No. I'm pointing out that the data doesn't *disappear*, nor does the ability for software to use Europe/Oslo or America/Montreal or Africa/Asmara as a tzid. However, software that uses tzids might limit itself to tzids corresponding to Zones rather than to Links, even in cases where the tzid does have a Zone in backzone. If so, then the automatic adjustment you mention won't happen; for software that continues to use tzids corresponding to Zones in backzone, it will. So the question is "what software limits itself to tzids corresponding to Zones rather than Links?", and I suspect the answer is "enough software that moving Zones to backzone could be disruptive". Perhaps if there were three categories of tzids: tzids corresponding to Zones in the main files; tzids corresponding to Zones in backzone; tzids corresponding to Links regardless of whether you use backzone or not; (which might involve removing backzone in favor of some other mechanism for putting tzids into those categories) that might make it more likely that tzids corresponding to Zones in backzone will be used by software. That doesn't solve the pre-1970 data issue, but, again, we need to decide what we want to do with that.

Paul Eggert

5:46 p.m.

On 9/23/21 10:22 AM, Paul Eggert wrote:

...

Luckily for us, tzdb users invariably follow the advice I'm giving here, whether consciously or not.
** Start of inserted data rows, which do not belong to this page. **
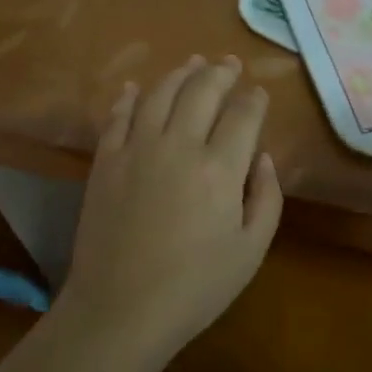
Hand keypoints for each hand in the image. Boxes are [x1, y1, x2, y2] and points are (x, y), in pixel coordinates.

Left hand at [58, 55, 282, 371]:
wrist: (120, 309)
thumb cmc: (194, 288)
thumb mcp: (250, 251)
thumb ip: (265, 198)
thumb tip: (263, 157)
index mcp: (219, 168)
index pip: (243, 115)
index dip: (254, 99)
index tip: (259, 93)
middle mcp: (178, 145)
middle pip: (202, 91)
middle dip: (221, 73)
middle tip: (230, 64)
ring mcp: (137, 148)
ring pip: (161, 93)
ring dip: (180, 73)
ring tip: (193, 63)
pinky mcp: (105, 160)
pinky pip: (118, 116)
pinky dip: (129, 97)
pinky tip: (137, 87)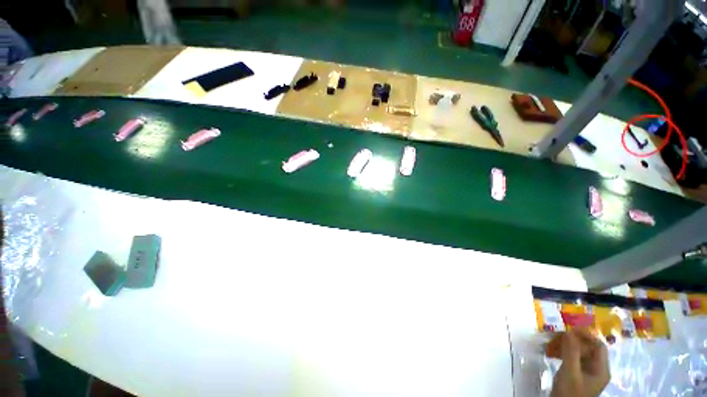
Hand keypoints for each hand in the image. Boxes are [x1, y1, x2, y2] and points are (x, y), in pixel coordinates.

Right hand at [550, 329, 609, 396]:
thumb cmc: (569, 392)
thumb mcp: (570, 371)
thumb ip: (571, 351)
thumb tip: (569, 330)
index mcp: (601, 369)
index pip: (599, 346)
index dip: (586, 336)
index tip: (569, 329)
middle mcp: (597, 369)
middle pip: (589, 349)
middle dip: (573, 341)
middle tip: (556, 336)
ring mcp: (588, 373)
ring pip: (580, 353)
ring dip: (566, 346)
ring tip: (552, 343)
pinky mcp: (578, 375)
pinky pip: (574, 359)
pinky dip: (564, 353)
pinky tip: (553, 352)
I should have made it clear that this last sentence was snark. Apologies if anyone took it seriously. (We all know nobody follows my advice, right? :-)

Steffen Nurpmeso

10:33 p.m.

Paul Eggert wrote in <f256f787-9a80-35bc-271b-5269ebf3836f@cs.ucla.edu>: |On 9/23/21 7:32 AM, Tom Lane via tz wrote: |> That's half of the issue. The other half is "if a zone does not contain |> relevant pre-1970 data, how would end users know that?" | |For most users the answer is simple: the pre-1970 data should not be |relied upon for anything other than an estimate. That data are intended |only for exact locations named, and most people in the world do not live |in those exact locations. | |For example, Europe/Berlin is wrong for most of Germany before 1970. I do not think so? MEZ (CET) was introduced in 1893-04-01, with clock adjustments all over Germany (-30 .. +30 minute range i read). This goes so far that GNU date(1) in conjunction with the IANA TZ displays "date: invalid date X" where X is 00:00:00..00:06:31" for TZ=Europe/Berlin! |Similarly for Europe/Rome and Italy, Asia/Shanghai and China, etc., etc. |etc. | |None of the pre-1970 data should be used for anything important, at |least not without understanding its severe limitations. | |Luckily for us, tzdb users invariably follow the advice I'm giving here, |whether consciously or not. --End of <f256f787-9a80-35bc-271b-5269ebf3836f@cs.ucla.edu> --steffen | |Der Kragenbaer, The moon bear, |der holt sich munter he cheerfully and one by one |einen nach dem anderen runter wa.ks himself off |(By Robert Gernhardt)

Paul Eggert

12:55 a.m.

On 9/23/21 15:33, Steffen Nurpmeso wrote:

...

| |For example, Europe/Berlin is wrong for most of Germany before 1970.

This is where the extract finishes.